One other useful role for ideal decision theory is in the testing and generation of these rules. We don’t expect people who have to make split-second decisions to calculate expected utilities. But we can expect them to learn some simple heuristics, and we can expect theorists to use ideal decision theory to test whether those heuristics are right, or whether some other simple heuristic would be better. This kind of approach is very useful in sports, where athletes have to make decisions very fast, and there is enough repetition for theorists to calculate expected utilities with some precision. But it can be used in other parts of life, and it is a useful role for ideal decision theory alongside its roles in institutional design (as in the rock-paper-scissors example), and in explanation (as in the used cars example).

3.4 Why Not Proceduralism

Let’s take stock. This chapter has been a response to the following two kinds of worries.
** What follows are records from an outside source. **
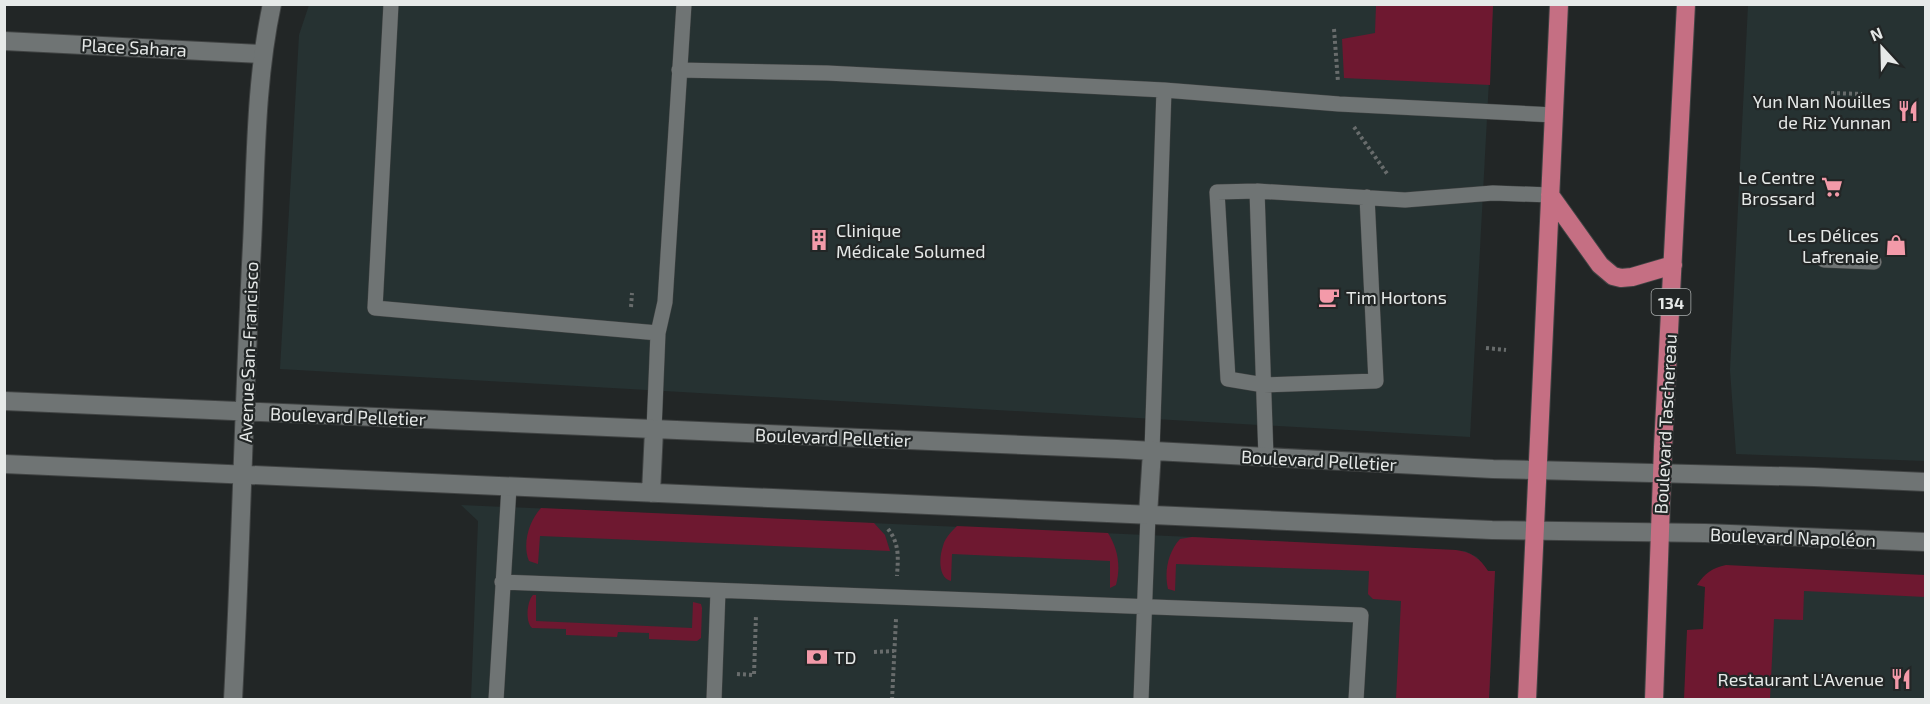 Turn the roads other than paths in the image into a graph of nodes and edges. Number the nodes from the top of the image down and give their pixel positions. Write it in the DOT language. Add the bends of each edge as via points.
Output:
graph roads {
  1 [pos="272,4"];
  2 [pos="391,4"];
  3 [pos="684,4"];
  4 [pos="1559,4"];
  5 [pos="1686,4"];
  6 [pos="4,41"];
  7 [pos="263,54"];
  8 [pos="679,70"];
  9 [pos="1164,90"];
  10 [pos="1554,115"];
  11 [pos="1257,191"];
  12 [pos="1550,195"];
  13 [pos="1367,197"];
  14 [pos="1824,260"];
  15 [pos="1874,262"];
  16 [pos="1673,265"];
  17 [pos="658,333"];
  18 [pos="1264,385"];
  19 [pos="4,401"];
  20 [pos="245,412"];
  21 [pos="654,430"];
  22 [pos="1152,451"];
  23 [pos="1266,457"];
  24 [pos="4,464"];
  25 [pos="1537,470"];
  26 [pos="1662,473"];
  27 [pos="243,476"];
  28 [pos="1926,482"];
  29 [pos="509,488"];
  30 [pos="651,493"];
  31 [pos="1148,515"];
  32 [pos="1534,531"];
  33 [pos="1660,533"];
  34 [pos="1926,542"];
  35 [pos="502,582"];
  36 [pos="718,591"];
  37 [pos="1145,607"];
  38 [pos="233,699"];
  39 [pos="496,699"];
  40 [pos="714,699"];
  41 [pos="1141,699"];
  42 [pos="1356,699"];
  43 [pos="1527,699"];
  44 [pos="1654,699"];
  1 -- 7 [label="street, Avenue San-Francisco"];
  2 -- 17 [label="lane" via="375,308"];
  3 -- 8 [label="lane"];
  4 -- 10 [label="main road"];
  5 -- 16 [label="main road, Boulevard Taschereau / 134"];
  6 -- 7 [label="street, Place Sahara"];
  7 -- 20 [label="street, Avenue San-Francisco"];
  8 -- 9 [label="lane" via="827,73"];
  8 -- 17 [label="lane" via="665,302"];
  9 -- 10 [label="lane"];
  9 -- 22 [label="lane"];
  10 -- 12 [label="main road"];
  11 -- 13 [label="lane"];
  11 -- 18 [label="lane"];
  11 -- 18 [label="lane" via="1217,192 1228,379"];
  12 -- 13 [label="lane" via="1493,193 1405,200"];
  12 -- 16 [label="main road" via="1600,265 1613,276 1632,277"];
  12 -- 25 [label="main road"];
  13 -- 18 [label="lane" via="1376,381"];
  14 -- 15 [label="lane"];
  16 -- 26 [label="main road, Boulevard Taschereau / 134"];
  17 -- 21 [label="lane"];
  18 -- 23 [label="lane"];
  19 -- 20 [label="street, Boulevard Pelletier"];
  20 -- 21 [label="street, Boulevard Pelletier"];
  20 -- 27 [label="street, Avenue San-Francisco"];
  21 -- 22 [label="street, Boulevard Pelletier"];
  21 -- 30 [label="street"];
  22 -- 23 [label="street, Boulevard Pelletier"];
  22 -- 31 [label="street"];
  23 -- 25 [label="street, Boulevard Pelletier"];
  24 -- 27 [label="street"];
  25 -- 26 [label="street, Boulevard Pelletier"];
  25 -- 32 [label="main road"];
  26 -- 28 [label="street"];
  26 -- 33 [label="main road, Boulevard Taschereau / 134"];
  27 -- 29 [label="street"];
  27 -- 38 [label="street, Avenue San-Francisco"];
  29 -- 30 [label="street"];
  29 -- 35 [label="lane"];
  30 -- 31 [label="street"];
  31 -- 32 [label="street"];
  31 -- 37 [label="lane"];
  32 -- 33 [label="street"];
  32 -- 43 [label="main road"];
  33 -- 34 [label="street, Boulevard Napoléon"];
  33 -- 44 [label="main road, Boulevard Taschereau / 134"];
  35 -- 36 [label="lane"];
  35 -- 39 [label="lane"];
  36 -- 37 [label="lane"];
  36 -- 40 [label="lane"];
  37 -- 41 [label="lane"];
  37 -- 42 [label="lane" via="1360,615"];
}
  • The best thing that decision theory could do would be to provide a procedure for making good decisions.
  • If decision theory can’t do that, it’s a pointless activity.

So far the attention has been primarily on the second point. I’ve argued that it isn’t true - that decision theory can have an important role in explanations of social phenomena even if it doesn’t provide a procedure for making good decisions. But what about the first point? Even if this is a role for decision theory, wouldn’t a procedure for good decisions be better? In some sense perhaps it would be, but there is no reason to think that anything like ideal decision theory is going to be part of such a procedure for creatures like us. For just one example, the optimal procedure in cases like Salesman will give advice that contradicts what every theory of ideal decision on the market says.

In practice, the best thing a decision theory can do is be part of a broader project of helping us understand and navigate the world. To do that, it need not provide a procedure that can be followed on any given occasion, and indeed it could not do that. It is better to provide tools that can be used in one or other multi-stage process. For instance, it can provide reasons for thinking that this or that institutional design will fail or succeed in a particular way. Or it can compare heuristics that humans are capable of applying. Neither of these roles require that decision theory be proceduralist. Indeed, a non-proceduralist theory that says that we can’t predict how a certain institution will work, because it generates a decision problem for individuals with multiple solutions, might be more useful than one that posits a false certainty about what will happen. So, in short, there is no argument from the purpose to which decision theory can or should be put to the conclusion that decision theory should be proceduralist.

Nothing in this chapter, however, is an argument against proceduralism. It has been a long argument against the necessity of proceduralism, but nothing more. In the next two chapters, I will argue directly that the right decision theory is not proceduralist.